When there, tidings reached me of a much sadder nature. At the very moment at which I had been talking with Ruggles in the street on the subject, a meeting had been held in the market-place with the express purpose of putting down the Fixed Period; and who had been the chief orator on the occasion but Jack Neverbend! My own son had taken upon himself this new work of public speechifying in direct opposition to his own father! And I had reason to believe that he was instigated to do so by my own wife! "Your son, sir, has been addressing the multitude about the Fixed Period, and they say that it has been quite beautiful to hear him." It was thus that the matter was told me by one of the clerks in my office, and I own that I did receive some slight pleasure at finding that Jack could do something beyond cricket. But it became immediately necessary to take steps to stop the evil, and I was the more bound to do so because the only delinquent named to me was my own son.
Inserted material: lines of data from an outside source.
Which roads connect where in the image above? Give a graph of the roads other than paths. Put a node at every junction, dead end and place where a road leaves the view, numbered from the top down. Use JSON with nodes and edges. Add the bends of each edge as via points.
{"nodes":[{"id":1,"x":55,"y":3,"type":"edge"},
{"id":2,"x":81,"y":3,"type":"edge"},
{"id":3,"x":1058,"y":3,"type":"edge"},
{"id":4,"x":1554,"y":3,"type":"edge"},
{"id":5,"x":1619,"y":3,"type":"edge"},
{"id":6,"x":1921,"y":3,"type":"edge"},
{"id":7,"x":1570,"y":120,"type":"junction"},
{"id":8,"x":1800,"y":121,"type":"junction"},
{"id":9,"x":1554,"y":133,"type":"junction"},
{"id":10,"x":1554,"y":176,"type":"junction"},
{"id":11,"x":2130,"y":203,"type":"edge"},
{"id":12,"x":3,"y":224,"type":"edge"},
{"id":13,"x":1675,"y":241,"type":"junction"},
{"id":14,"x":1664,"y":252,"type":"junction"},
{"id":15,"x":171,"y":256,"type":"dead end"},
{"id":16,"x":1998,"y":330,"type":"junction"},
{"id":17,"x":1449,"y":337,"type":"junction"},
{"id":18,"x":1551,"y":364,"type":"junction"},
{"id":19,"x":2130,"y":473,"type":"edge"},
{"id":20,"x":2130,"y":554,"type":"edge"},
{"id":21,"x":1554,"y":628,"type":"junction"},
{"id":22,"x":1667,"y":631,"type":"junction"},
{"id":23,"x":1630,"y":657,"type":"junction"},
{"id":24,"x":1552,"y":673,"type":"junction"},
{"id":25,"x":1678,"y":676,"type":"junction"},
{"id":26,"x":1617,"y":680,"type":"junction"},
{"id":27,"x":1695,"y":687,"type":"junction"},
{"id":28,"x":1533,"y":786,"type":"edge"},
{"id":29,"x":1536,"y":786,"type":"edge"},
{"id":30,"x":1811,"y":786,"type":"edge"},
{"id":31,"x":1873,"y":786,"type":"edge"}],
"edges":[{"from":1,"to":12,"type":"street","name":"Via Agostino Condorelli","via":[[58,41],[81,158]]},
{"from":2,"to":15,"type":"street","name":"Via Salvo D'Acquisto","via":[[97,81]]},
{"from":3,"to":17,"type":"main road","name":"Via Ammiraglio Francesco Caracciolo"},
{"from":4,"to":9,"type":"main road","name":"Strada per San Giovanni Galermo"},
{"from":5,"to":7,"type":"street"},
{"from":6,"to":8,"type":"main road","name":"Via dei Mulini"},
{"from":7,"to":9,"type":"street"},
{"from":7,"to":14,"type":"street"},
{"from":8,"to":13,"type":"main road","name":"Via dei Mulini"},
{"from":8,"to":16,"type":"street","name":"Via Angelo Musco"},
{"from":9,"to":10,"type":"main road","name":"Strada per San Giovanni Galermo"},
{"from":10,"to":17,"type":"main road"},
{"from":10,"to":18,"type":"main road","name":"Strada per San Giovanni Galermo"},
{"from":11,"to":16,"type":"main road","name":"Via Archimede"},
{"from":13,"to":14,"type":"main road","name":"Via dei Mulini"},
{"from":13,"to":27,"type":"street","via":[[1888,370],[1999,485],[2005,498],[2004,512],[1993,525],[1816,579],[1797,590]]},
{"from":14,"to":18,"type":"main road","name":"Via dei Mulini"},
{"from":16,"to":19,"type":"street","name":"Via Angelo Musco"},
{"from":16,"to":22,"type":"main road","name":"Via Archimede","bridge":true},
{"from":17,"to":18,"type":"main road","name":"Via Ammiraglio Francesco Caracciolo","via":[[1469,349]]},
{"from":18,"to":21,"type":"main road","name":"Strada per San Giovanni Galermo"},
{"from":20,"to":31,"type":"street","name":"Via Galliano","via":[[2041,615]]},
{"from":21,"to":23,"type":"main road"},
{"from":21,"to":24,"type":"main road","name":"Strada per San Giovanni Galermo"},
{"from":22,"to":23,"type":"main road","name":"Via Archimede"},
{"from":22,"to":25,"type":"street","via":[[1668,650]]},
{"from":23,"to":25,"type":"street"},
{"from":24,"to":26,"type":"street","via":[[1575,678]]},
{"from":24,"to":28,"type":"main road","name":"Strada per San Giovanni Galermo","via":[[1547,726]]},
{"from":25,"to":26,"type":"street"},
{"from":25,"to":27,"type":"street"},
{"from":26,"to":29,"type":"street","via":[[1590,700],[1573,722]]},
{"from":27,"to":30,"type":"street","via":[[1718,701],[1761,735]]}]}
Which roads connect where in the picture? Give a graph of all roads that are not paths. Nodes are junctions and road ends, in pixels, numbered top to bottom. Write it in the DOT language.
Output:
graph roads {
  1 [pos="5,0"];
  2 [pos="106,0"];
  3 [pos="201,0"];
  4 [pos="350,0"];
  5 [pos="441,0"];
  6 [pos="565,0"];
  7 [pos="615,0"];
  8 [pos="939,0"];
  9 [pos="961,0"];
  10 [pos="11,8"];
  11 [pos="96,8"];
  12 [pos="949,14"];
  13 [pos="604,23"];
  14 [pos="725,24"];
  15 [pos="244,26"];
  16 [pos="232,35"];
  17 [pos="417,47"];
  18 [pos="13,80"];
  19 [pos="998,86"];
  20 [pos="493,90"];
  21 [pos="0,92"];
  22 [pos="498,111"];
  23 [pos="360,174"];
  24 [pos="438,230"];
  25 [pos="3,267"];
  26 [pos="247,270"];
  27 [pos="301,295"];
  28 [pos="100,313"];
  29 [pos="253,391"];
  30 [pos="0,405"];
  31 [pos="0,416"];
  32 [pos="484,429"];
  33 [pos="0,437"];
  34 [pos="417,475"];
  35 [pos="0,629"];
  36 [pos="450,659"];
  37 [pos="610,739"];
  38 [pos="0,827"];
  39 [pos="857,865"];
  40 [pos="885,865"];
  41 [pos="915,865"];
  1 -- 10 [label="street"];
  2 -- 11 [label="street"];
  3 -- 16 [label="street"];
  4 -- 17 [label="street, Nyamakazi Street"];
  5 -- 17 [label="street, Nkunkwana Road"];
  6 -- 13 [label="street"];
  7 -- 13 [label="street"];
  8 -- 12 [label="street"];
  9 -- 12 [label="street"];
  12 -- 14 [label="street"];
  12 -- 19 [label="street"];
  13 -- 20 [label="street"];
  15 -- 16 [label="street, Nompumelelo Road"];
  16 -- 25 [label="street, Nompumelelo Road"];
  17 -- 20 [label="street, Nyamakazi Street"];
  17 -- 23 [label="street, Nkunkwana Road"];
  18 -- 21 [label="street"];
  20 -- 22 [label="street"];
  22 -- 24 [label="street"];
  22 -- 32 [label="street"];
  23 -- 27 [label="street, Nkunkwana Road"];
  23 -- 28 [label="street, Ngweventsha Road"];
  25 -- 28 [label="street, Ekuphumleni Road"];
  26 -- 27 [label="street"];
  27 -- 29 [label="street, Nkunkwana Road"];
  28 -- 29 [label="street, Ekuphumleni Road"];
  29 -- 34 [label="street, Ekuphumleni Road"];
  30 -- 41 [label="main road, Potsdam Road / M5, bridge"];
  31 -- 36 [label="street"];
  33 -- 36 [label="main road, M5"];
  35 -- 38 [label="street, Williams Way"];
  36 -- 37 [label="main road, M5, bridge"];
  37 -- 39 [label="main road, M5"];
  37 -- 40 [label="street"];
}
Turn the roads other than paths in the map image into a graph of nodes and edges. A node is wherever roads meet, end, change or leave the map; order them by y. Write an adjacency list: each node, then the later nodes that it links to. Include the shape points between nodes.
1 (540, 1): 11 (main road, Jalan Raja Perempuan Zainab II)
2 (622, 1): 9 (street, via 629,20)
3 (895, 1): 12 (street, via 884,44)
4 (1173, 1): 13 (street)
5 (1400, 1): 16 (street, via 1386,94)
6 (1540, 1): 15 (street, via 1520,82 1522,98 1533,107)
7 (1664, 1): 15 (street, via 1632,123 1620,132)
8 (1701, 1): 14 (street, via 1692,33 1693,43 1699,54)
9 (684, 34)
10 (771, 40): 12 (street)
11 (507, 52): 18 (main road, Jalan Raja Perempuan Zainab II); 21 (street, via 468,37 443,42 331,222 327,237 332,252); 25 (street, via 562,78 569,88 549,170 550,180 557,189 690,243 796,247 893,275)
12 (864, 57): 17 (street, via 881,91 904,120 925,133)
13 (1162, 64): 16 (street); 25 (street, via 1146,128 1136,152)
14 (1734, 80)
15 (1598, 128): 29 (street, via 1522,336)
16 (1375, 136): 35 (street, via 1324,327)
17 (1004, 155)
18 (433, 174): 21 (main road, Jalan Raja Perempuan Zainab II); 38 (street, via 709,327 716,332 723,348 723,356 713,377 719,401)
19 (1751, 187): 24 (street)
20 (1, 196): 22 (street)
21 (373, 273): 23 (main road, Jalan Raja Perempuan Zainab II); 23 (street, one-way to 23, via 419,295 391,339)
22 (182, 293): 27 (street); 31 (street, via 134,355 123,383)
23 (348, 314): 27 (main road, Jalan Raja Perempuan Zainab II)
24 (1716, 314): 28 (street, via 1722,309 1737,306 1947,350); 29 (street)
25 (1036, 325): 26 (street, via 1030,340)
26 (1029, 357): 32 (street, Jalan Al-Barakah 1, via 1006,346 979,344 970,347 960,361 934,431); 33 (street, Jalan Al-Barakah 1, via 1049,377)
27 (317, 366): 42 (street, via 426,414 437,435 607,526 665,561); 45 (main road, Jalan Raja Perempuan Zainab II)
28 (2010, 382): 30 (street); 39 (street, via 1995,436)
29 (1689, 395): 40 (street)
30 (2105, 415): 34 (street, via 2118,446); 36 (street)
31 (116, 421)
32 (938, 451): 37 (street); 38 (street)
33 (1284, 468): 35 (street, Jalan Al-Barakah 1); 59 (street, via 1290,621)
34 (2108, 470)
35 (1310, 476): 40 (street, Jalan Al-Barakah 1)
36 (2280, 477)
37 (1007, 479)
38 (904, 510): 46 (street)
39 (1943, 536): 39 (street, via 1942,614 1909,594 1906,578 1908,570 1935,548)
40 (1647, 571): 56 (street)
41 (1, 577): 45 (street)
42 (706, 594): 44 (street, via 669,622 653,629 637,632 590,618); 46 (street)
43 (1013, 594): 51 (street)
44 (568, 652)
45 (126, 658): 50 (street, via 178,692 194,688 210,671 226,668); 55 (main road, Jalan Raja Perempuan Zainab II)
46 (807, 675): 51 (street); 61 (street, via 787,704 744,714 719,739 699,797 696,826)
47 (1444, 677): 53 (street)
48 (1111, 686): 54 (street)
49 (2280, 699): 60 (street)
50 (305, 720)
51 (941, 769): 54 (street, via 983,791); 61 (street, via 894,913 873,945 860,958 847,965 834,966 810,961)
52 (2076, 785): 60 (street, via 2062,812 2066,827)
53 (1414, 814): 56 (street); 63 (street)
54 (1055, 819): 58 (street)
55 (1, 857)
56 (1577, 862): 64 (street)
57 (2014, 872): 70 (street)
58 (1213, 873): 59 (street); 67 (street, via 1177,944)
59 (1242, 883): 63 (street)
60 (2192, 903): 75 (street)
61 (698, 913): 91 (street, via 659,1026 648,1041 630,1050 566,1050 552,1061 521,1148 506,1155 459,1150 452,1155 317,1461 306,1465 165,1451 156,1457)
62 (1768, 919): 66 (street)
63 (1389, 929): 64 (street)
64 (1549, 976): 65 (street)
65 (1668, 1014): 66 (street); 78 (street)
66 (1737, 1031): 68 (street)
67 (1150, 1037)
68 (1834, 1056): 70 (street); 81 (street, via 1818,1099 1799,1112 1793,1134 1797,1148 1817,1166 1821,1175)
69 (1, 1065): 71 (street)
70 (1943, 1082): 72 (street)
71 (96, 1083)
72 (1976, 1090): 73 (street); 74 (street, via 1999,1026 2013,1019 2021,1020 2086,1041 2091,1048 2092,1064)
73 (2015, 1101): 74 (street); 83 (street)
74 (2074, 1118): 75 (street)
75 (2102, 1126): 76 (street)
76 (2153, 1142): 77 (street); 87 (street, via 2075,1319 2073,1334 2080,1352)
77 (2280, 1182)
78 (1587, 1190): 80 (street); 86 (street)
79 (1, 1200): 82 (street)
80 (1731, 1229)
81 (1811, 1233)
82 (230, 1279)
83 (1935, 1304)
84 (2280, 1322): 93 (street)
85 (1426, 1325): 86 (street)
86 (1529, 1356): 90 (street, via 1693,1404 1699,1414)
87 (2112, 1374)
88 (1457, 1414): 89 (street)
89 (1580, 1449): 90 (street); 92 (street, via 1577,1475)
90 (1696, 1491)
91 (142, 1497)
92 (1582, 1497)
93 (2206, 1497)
"If it be so," I said aloud in the office, "Jack Neverbend shall sleep this night in prison." But it did not occur to me at the moment that it would be necessary I should have formal evidence that Jack was conspiring against the laws before I could send him to jail. I had no more power over him in that respect than on any one else. Had I declared that he should be sent to bed without his supper, I should have expressed myself better both as a father and a magistrate.

I went home, and on entering the house the first person that I saw was Eva. Now, as this matter went on, I became full of wrath with my son, and with my wife, and with poor old Crasweller; but I never could bring myself to be angry with Eva. There was a coaxing, sweet, feminine way with her which overcame all opposition. And I had already begun to regard her as my daughter-in-law, and to love her dearly in that position, although there were moments in which Jack's impudence and new spirit of opposition almost tempted me to disinherit him.